Opened 11 years ago
Closed 3 years ago
#5415 closed defect (fixed)
problems with multifactorial?
Reported by:  cwitty  Owned by:  iconjack 

Priority:  major  Milestone:  sage8.0 
Component:  basic arithmetic  Keywords:  
Cc:  Merged in:  
Authors:  Jack Kennedy  Reviewers:  Vincent Delecroix, Frédéric Chapoton 
Report Upstream:  N/A  Work issues:  
Branch:  0204235 (Commits)  Commit:  020423572f0b240cd857b26fc7b750080ca3ed39 
Dependencies:  Stopgaps:  todo 
Description (last modified by )
The multifactorial method on integers is different than the one at http://mathworld.wolfram.com/Multifactorial.html and http://www.research.att.com/~njas/sequences/A007661; unless there are multiple competing definitions of multifactorial, this is a bug.
(The references give, for example, (5).multifactorial(3) == 10, whereas Sage currently returns 5.)
There are further problems: k is assumed to be a Cint.
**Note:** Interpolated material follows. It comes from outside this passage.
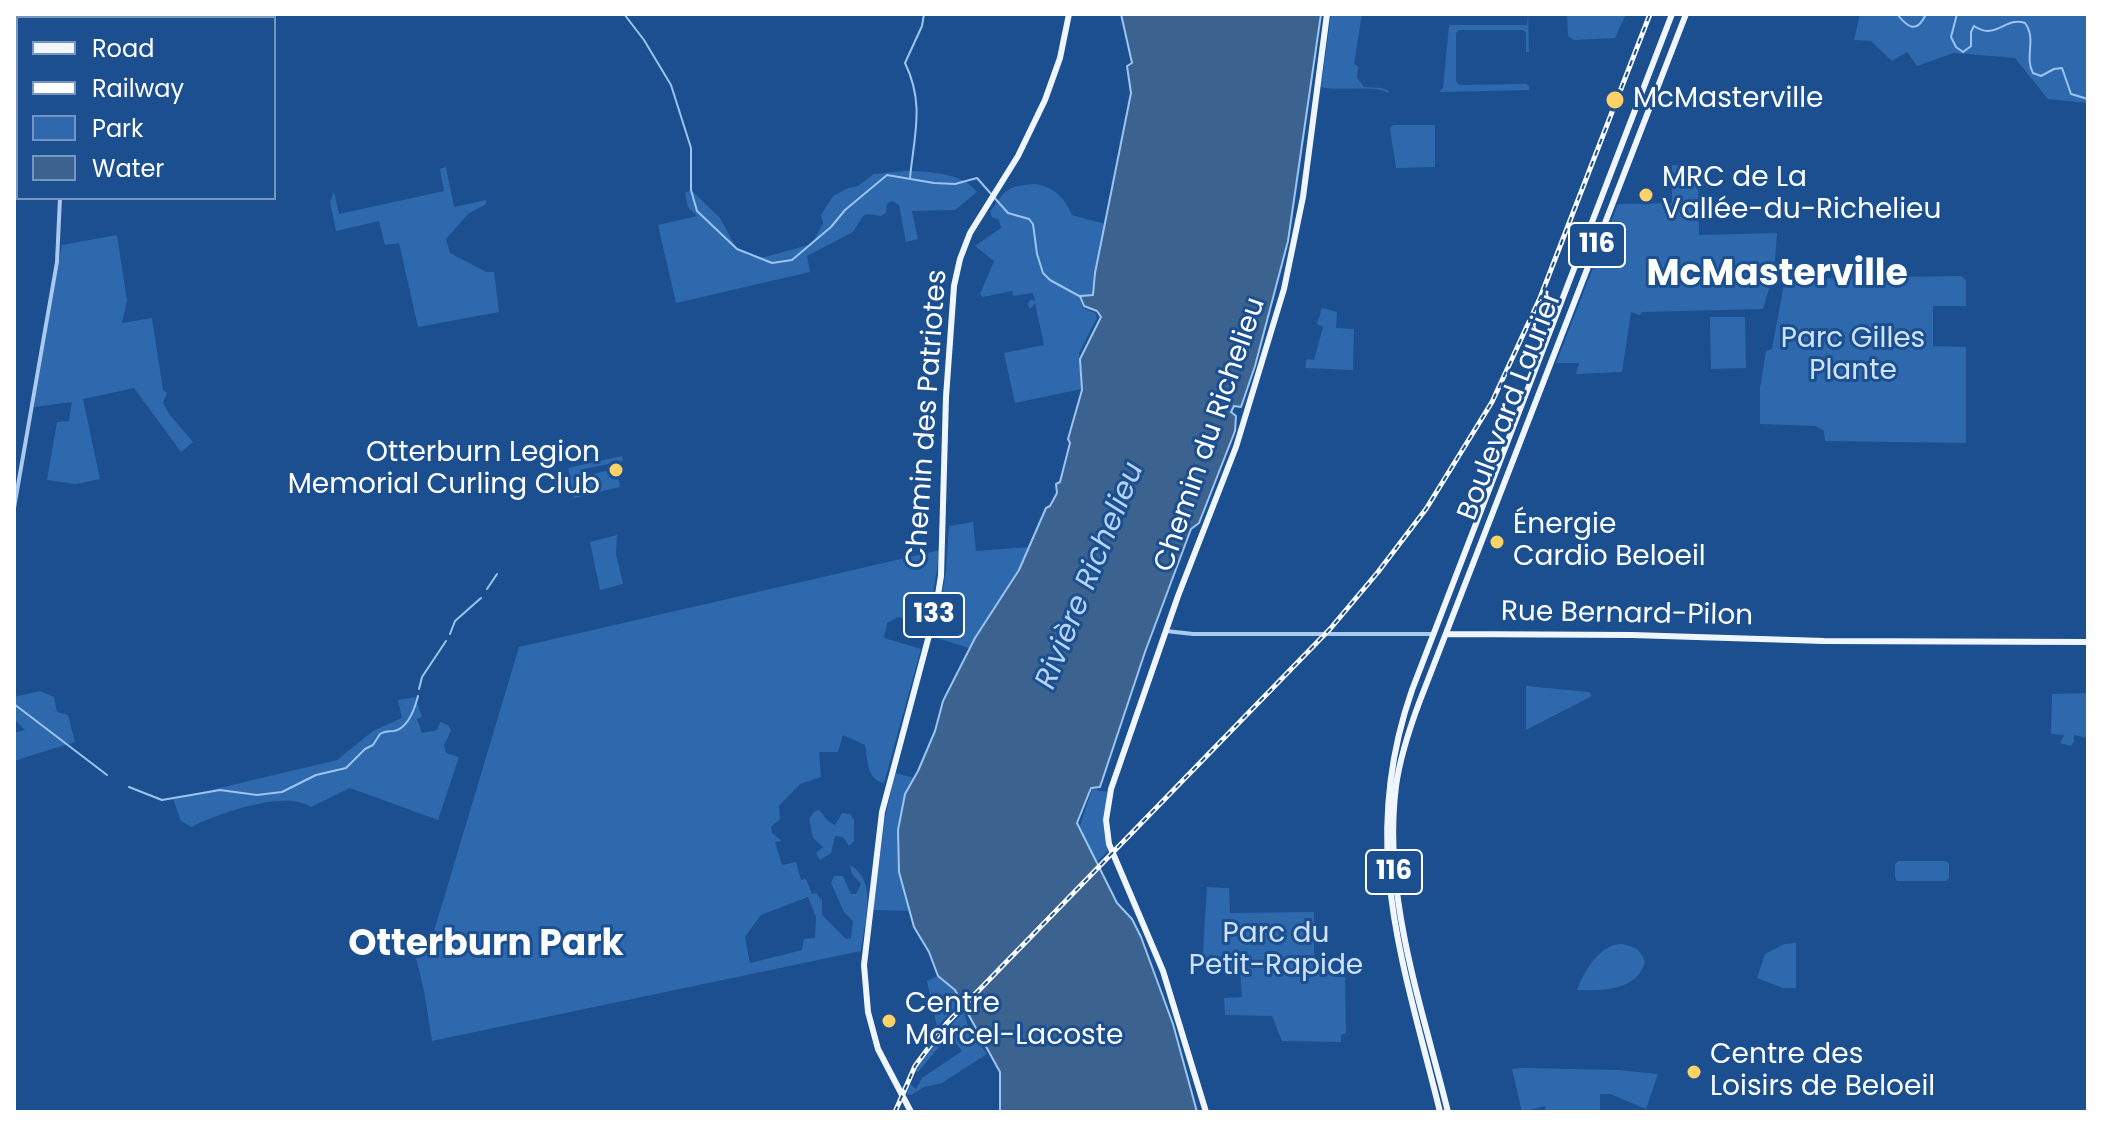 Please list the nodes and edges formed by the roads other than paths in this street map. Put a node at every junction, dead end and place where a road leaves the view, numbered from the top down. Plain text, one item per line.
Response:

Hence,
sage: a=2^64 sage: a.multifactorial(a)
doesn't work, whereas the appropriate value, a, would be no problem to represent.
How badly do people need these numbers? for which ranges should the computation be optimized? The current implementation can easily be adjusted to give answers that agree with the definition elsewhere, fairly efficiently, for ranges where k fits easily in a "long".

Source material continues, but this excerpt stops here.